- YOUR ASSIGNMENT:
Every line of the entries with the word "Number" in it should be shown.

- RECORDED DATA:
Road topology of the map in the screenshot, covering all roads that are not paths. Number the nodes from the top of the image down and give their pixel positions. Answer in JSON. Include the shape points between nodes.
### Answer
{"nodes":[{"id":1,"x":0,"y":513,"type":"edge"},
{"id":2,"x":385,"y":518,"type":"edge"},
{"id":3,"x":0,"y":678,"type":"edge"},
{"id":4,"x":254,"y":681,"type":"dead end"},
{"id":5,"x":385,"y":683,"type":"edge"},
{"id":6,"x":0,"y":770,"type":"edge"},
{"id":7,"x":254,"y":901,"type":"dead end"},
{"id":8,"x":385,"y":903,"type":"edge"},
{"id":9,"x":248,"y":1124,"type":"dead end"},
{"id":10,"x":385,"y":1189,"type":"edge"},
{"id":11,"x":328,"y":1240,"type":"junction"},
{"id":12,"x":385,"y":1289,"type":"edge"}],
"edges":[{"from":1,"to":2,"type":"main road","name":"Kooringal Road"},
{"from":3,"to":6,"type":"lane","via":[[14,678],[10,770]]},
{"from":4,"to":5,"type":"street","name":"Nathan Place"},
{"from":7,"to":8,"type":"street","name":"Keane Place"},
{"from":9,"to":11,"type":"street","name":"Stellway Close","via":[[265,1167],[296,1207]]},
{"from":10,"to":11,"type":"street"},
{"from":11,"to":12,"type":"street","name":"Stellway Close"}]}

---

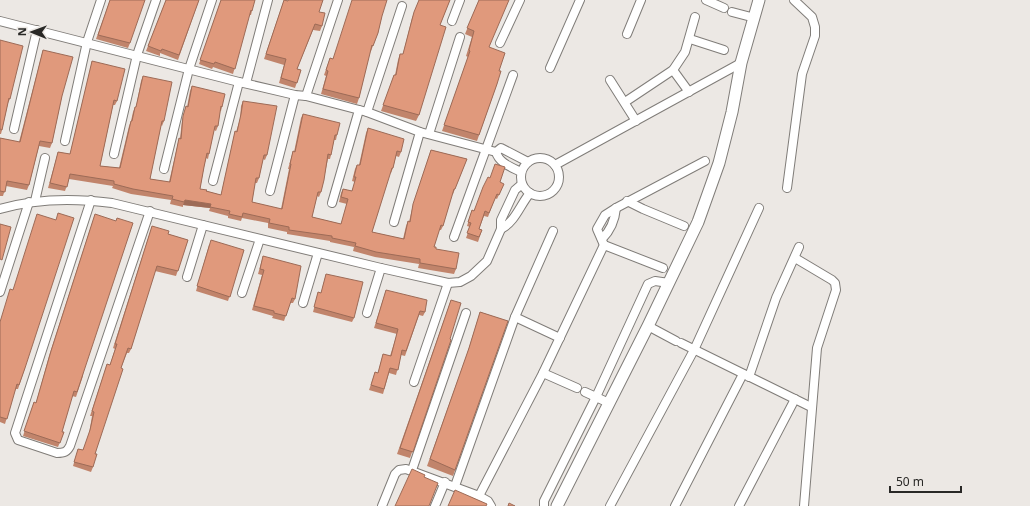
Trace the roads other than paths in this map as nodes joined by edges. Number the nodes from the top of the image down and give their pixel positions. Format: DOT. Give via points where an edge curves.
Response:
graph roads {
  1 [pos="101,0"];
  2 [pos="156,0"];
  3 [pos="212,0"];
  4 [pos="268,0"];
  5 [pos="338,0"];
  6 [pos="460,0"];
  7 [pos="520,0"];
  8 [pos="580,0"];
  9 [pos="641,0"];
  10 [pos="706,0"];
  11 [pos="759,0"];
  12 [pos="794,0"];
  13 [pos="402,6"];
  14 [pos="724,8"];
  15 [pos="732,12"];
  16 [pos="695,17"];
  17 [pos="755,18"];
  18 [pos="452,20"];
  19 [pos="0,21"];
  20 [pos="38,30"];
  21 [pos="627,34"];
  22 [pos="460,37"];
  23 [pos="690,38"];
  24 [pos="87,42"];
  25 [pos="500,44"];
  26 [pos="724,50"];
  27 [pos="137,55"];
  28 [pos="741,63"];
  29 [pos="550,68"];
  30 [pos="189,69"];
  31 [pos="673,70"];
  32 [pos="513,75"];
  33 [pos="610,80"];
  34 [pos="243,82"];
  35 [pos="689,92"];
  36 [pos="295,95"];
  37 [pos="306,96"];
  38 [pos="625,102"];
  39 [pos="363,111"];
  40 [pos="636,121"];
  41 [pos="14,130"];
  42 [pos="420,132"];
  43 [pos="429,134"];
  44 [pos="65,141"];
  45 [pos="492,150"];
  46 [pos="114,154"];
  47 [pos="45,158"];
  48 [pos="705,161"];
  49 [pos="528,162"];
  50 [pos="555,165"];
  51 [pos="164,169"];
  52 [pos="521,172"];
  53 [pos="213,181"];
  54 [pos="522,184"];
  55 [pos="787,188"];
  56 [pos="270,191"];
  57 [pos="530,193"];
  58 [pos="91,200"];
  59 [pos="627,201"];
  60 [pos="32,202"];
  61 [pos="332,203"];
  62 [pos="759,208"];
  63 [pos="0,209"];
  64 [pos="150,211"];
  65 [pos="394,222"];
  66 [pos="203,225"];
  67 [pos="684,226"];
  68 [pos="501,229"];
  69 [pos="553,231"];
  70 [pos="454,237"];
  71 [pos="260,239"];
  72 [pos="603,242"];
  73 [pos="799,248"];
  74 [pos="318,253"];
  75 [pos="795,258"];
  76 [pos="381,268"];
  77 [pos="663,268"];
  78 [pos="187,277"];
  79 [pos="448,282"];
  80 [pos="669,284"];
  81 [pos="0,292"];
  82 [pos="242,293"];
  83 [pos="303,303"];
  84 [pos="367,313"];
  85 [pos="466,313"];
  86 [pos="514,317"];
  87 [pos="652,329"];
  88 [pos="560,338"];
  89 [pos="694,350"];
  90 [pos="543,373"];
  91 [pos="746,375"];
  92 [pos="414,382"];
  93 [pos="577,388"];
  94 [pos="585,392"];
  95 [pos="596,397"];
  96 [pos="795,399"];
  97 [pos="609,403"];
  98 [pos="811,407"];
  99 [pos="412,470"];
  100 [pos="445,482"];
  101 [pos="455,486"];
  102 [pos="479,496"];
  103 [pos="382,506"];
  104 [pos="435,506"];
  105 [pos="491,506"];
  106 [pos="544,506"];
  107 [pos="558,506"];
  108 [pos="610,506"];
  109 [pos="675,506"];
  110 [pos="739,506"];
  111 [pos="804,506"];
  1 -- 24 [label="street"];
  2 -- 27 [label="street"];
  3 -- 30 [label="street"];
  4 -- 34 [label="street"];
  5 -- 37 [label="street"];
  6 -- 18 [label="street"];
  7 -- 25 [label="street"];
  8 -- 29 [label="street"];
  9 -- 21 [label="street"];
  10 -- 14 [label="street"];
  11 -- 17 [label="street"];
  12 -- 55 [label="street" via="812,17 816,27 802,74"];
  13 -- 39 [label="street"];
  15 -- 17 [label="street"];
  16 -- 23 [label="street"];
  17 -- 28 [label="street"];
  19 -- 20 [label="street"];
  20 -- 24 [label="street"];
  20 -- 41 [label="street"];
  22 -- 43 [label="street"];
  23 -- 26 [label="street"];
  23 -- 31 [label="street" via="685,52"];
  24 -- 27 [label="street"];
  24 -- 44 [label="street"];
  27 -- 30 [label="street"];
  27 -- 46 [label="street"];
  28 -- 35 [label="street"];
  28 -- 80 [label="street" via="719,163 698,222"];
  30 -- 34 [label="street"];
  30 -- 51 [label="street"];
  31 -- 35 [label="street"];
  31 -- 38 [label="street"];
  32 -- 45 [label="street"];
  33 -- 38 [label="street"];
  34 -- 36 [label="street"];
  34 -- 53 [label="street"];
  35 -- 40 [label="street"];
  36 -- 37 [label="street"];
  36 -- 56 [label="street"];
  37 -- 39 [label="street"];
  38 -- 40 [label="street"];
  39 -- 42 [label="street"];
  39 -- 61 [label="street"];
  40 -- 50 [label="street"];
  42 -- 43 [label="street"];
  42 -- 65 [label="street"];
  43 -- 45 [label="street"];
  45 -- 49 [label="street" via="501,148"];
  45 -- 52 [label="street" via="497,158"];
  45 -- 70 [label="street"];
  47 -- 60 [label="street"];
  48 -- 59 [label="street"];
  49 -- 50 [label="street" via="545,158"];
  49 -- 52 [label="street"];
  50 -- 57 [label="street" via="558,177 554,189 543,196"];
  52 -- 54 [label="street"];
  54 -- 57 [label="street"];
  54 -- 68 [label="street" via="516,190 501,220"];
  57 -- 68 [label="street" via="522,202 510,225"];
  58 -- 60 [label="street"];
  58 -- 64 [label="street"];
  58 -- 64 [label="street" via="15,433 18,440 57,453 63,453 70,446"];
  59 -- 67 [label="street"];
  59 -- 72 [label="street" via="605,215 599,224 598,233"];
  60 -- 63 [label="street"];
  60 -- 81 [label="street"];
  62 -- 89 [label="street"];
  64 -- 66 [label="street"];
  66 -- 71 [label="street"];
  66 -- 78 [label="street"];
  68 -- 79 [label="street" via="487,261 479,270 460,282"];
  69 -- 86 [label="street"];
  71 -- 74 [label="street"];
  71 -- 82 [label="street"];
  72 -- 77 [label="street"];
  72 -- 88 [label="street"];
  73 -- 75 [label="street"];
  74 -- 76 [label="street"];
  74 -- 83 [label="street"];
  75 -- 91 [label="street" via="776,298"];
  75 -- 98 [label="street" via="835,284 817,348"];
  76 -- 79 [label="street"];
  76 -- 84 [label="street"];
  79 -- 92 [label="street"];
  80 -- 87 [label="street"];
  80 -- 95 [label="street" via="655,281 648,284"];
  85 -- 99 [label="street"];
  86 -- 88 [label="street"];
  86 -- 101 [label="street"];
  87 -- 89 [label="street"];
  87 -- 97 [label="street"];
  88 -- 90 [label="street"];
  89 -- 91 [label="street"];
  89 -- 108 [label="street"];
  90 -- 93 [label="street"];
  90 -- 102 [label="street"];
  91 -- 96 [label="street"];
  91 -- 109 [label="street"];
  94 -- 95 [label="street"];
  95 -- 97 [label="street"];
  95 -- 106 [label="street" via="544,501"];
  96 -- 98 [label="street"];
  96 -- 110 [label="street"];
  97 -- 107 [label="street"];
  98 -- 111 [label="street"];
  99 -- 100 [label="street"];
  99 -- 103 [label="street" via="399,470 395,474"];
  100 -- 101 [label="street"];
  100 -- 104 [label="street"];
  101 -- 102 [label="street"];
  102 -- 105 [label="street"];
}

- RESPONSE AREA:
Road topology of the map in the screenshot, covering all roads that are not paths. Number the nodes from the top of the image down and give their pixel positions. Answer in JSON. Include the shape points between nodes.
Trace the roads other than paths in this map as nodes joined by edges. Number the nodes from the top of the image down and give their pixel positions. Format: DOT. Give via points where an edge curves.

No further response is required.